Kehilangan Orangtua Saat Kecil, Anak Satu-satunya R A Kartini Galau Saat jadi Polisi Rahasia Belanda
Soesalit Djojoadhiningrat, nama anak satu-satunya dari RA Kartini, yang sudah ditinggal ibunya sejak masih kecil.
TRIBUNJAMBI.COM - 21 April ditetapkan sebagai Hari Kartini.
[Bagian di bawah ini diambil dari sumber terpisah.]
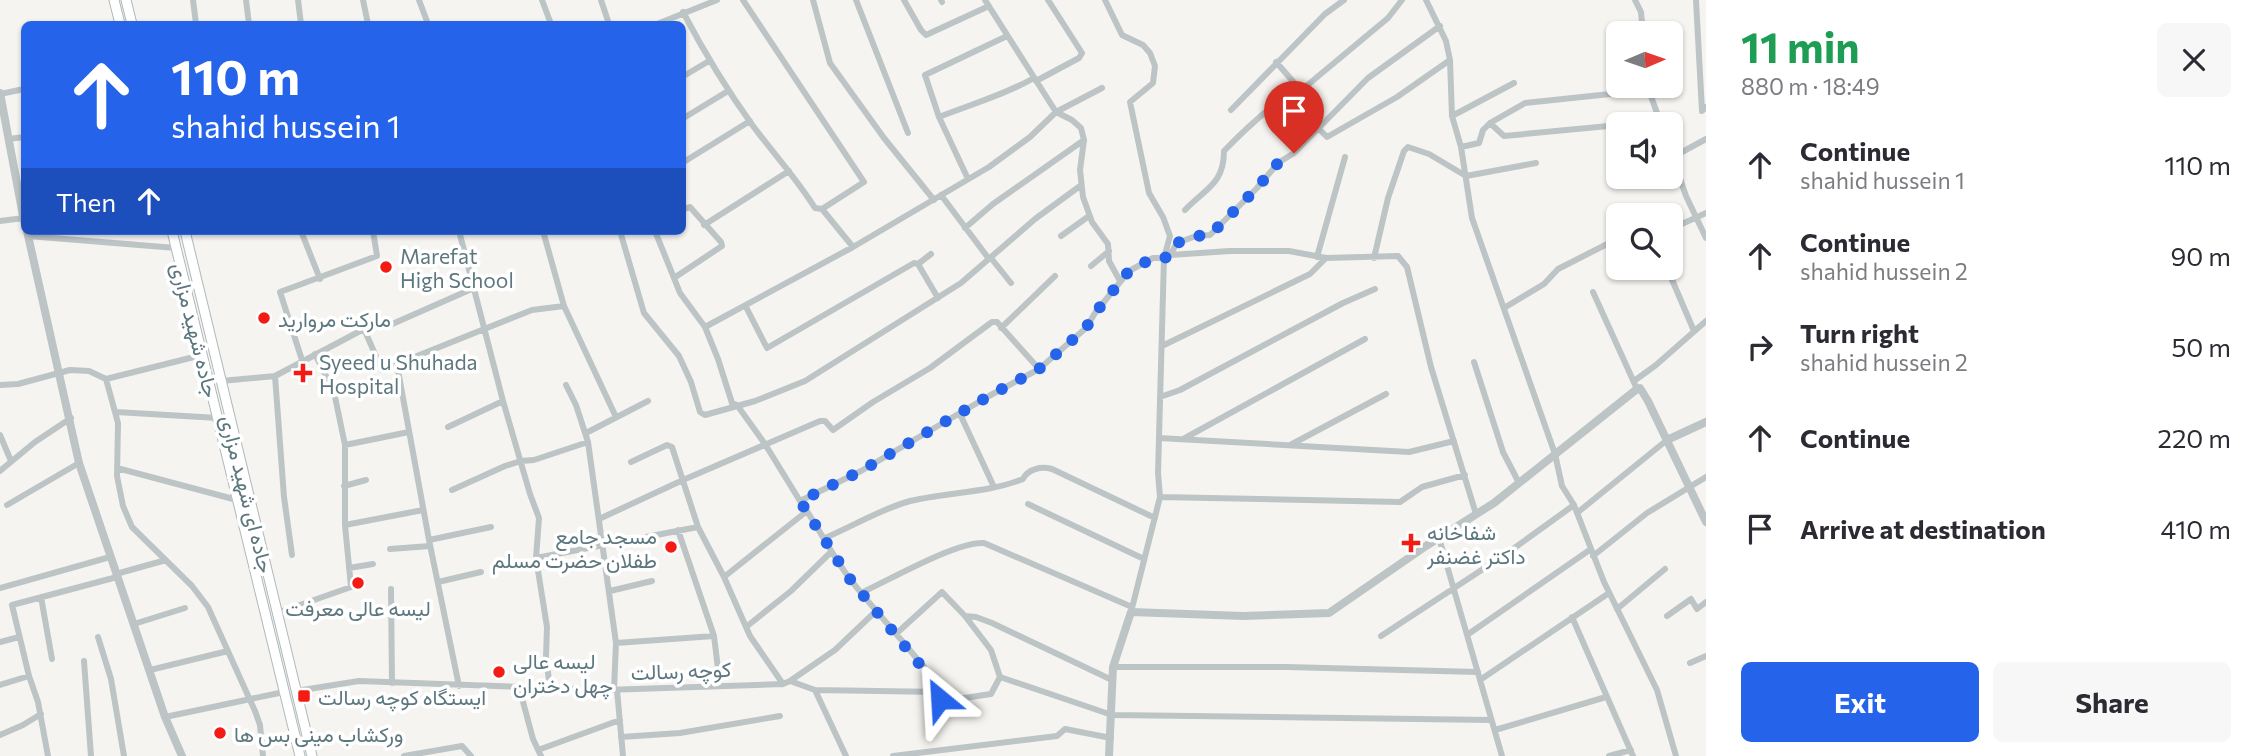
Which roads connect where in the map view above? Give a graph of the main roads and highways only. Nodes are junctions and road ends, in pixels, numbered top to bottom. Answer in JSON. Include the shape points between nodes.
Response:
{"nodes":[{"id":1,"x":114,"y":0,"type":"edge"},
{"id":2,"x":126,"y":0,"type":"edge"},
{"id":3,"x":119,"y":21,"type":"edge"},
{"id":4,"x":131,"y":21,"type":"edge"},
{"id":5,"x":173,"y":235,"type":"edge"},
{"id":6,"x":186,"y":235,"type":"edge"},
{"id":7,"x":300,"y":756,"type":"edge"},
{"id":8,"x":312,"y":756,"type":"edge"}],
"edges":[{"from":1,"to":3,"type":"main road"},
{"from":2,"to":4,"type":"main road"},
{"from":5,"to":7,"type":"main road","name":"جاده شهید مزاری"},
{"from":6,"to":8,"type":"main road","name":"جاده ای شهید مزاری"}]}
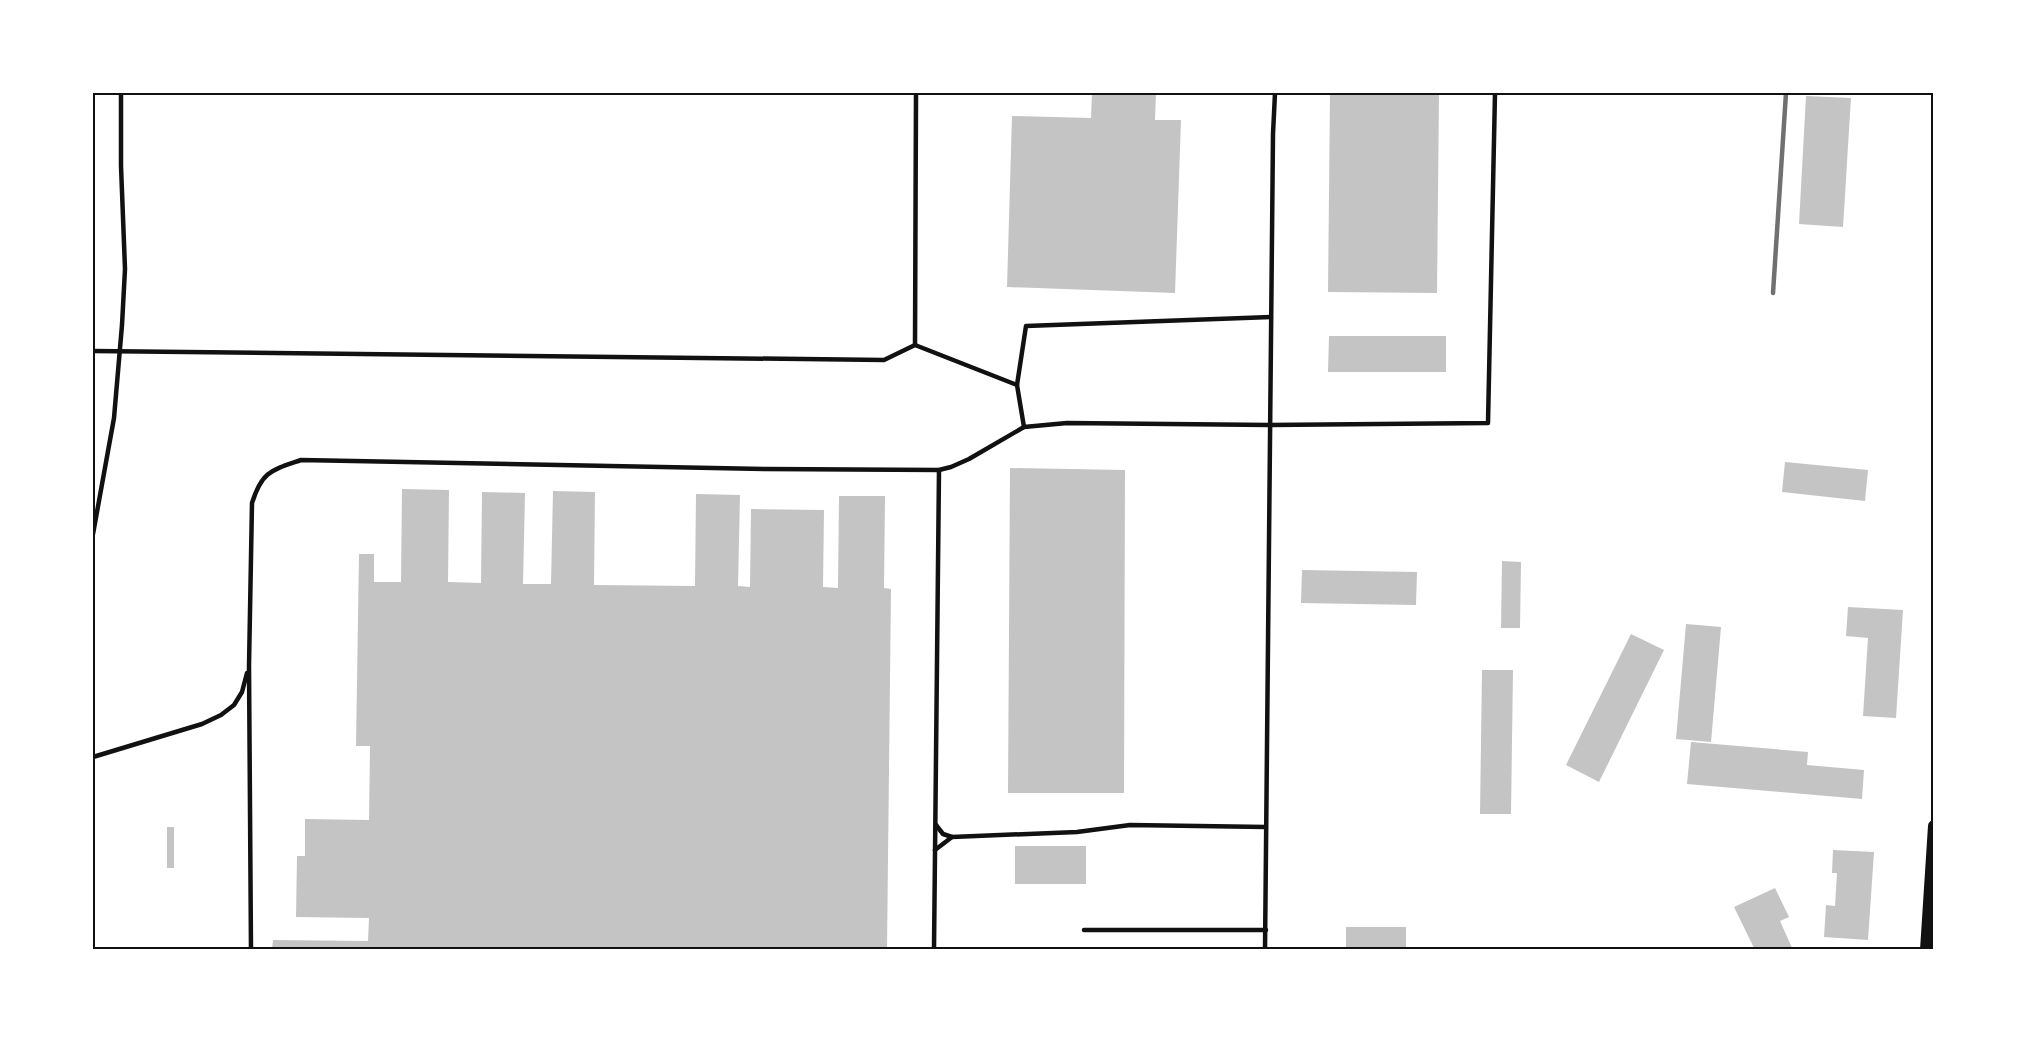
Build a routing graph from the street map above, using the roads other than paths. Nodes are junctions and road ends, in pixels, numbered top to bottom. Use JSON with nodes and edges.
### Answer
{"nodes":[{"id":1,"x":121,"y":93,"type":"edge"},
{"id":2,"x":916,"y":93,"type":"edge"},
{"id":3,"x":1275,"y":93,"type":"edge"},
{"id":4,"x":1495,"y":93,"type":"edge"},
{"id":5,"x":1271,"y":317,"type":"junction"},
{"id":6,"x":915,"y":345,"type":"junction"},
{"id":7,"x":93,"y":351,"type":"edge"},
{"id":8,"x":120,"y":351,"type":"junction"},
{"id":9,"x":1017,"y":385,"type":"junction"},
{"id":10,"x":1270,"y":425,"type":"junction"},
{"id":11,"x":1024,"y":427,"type":"junction"},
{"id":12,"x":939,"y":470,"type":"junction"},
{"id":13,"x":93,"y":534,"type":"edge"},
{"id":14,"x":249,"y":666,"type":"junction"},
{"id":15,"x":93,"y":757,"type":"edge"},
{"id":16,"x":935,"y":825,"type":"junction"},
{"id":17,"x":1934,"y":826,"type":"edge"},
{"id":18,"x":1266,"y":827,"type":"junction"},
{"id":19,"x":952,"y":837,"type":"junction"},
{"id":20,"x":935,"y":850,"type":"junction"},
{"id":21,"x":1084,"y":930,"type":"dead end"},
{"id":22,"x":1266,"y":930,"type":"junction"},
{"id":23,"x":251,"y":950,"type":"edge"},
{"id":24,"x":934,"y":950,"type":"edge"},
{"id":25,"x":1265,"y":950,"type":"edge"},
{"id":26,"x":1926,"y":950,"type":"edge"}],
"edges":[{"from":1,"to":8,"type":"lane"},
{"from":2,"to":6,"type":"lane"},
{"from":3,"to":5,"type":"lane"},
{"from":4,"to":10,"type":"lane"},
{"from":5,"to":9,"type":"lane"},
{"from":5,"to":10,"type":"lane"},
{"from":6,"to":8,"type":"lane"},
{"from":6,"to":9,"type":"lane"},
{"from":7,"to":8,"type":"lane"},
{"from":8,"to":13,"type":"lane"},
{"from":9,"to":11,"type":"lane"},
{"from":10,"to":11,"type":"lane"},
{"from":10,"to":18,"type":"lane"},
{"from":11,"to":12,"type":"lane"},
{"from":12,"to":14,"type":"lane"},
{"from":12,"to":16,"type":"lane"},
{"from":14,"to":15,"type":"lane"},
{"from":14,"to":23,"type":"lane"},
{"from":16,"to":19,"type":"lane"},
{"from":16,"to":20,"type":"lane"},
{"from":17,"to":26,"type":"main road"},
{"from":18,"to":19,"type":"lane"},
{"from":18,"to":22,"type":"lane"},
{"from":19,"to":20,"type":"lane"},
{"from":20,"to":24,"type":"lane"},
{"from":21,"to":22,"type":"lane"},
{"from":22,"to":25,"type":"lane"}]}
Ya, Raden Ajeng (RA) Kartini merupakan pahlawan nasional Indonesia yang dikenal sebagai pelopor emansipasi wanita.
Dibalik perjuangan RA Kartini memperjuangkan emansipasi wanita atau-hak-hak perempuan untuk mendapatkan pendidikan, ternyata banyak yang belum tahu jika RA Kartini memiliki seorang anak laki-laki.
Soesalit Djojoadhiningrat, nama anak satu-satunya dari RA Kartini, yang sudah ditinggal ibunya sejak masih kecil.
Hanya berselang 4 hari setelah kelahirannya, ibunya, R.A. Kartini, meninggal dunia.
• Riwayat RA Kartini, Meski Sudah Menikah dengan Bangsawan, Tapi Tetap Perjuangkan Emansipasi Wanita
• Pendemo di Israel Tetap Patuhi Social Distancing saat Tuntut PM Lengser, Bermasker & Jaga Jarak
Saat itu, ayah Soesalit Djojoadhiningrat adalah seorang Bupati Rembang bernama Raden Mas Adipati Ario Djojodiningrat.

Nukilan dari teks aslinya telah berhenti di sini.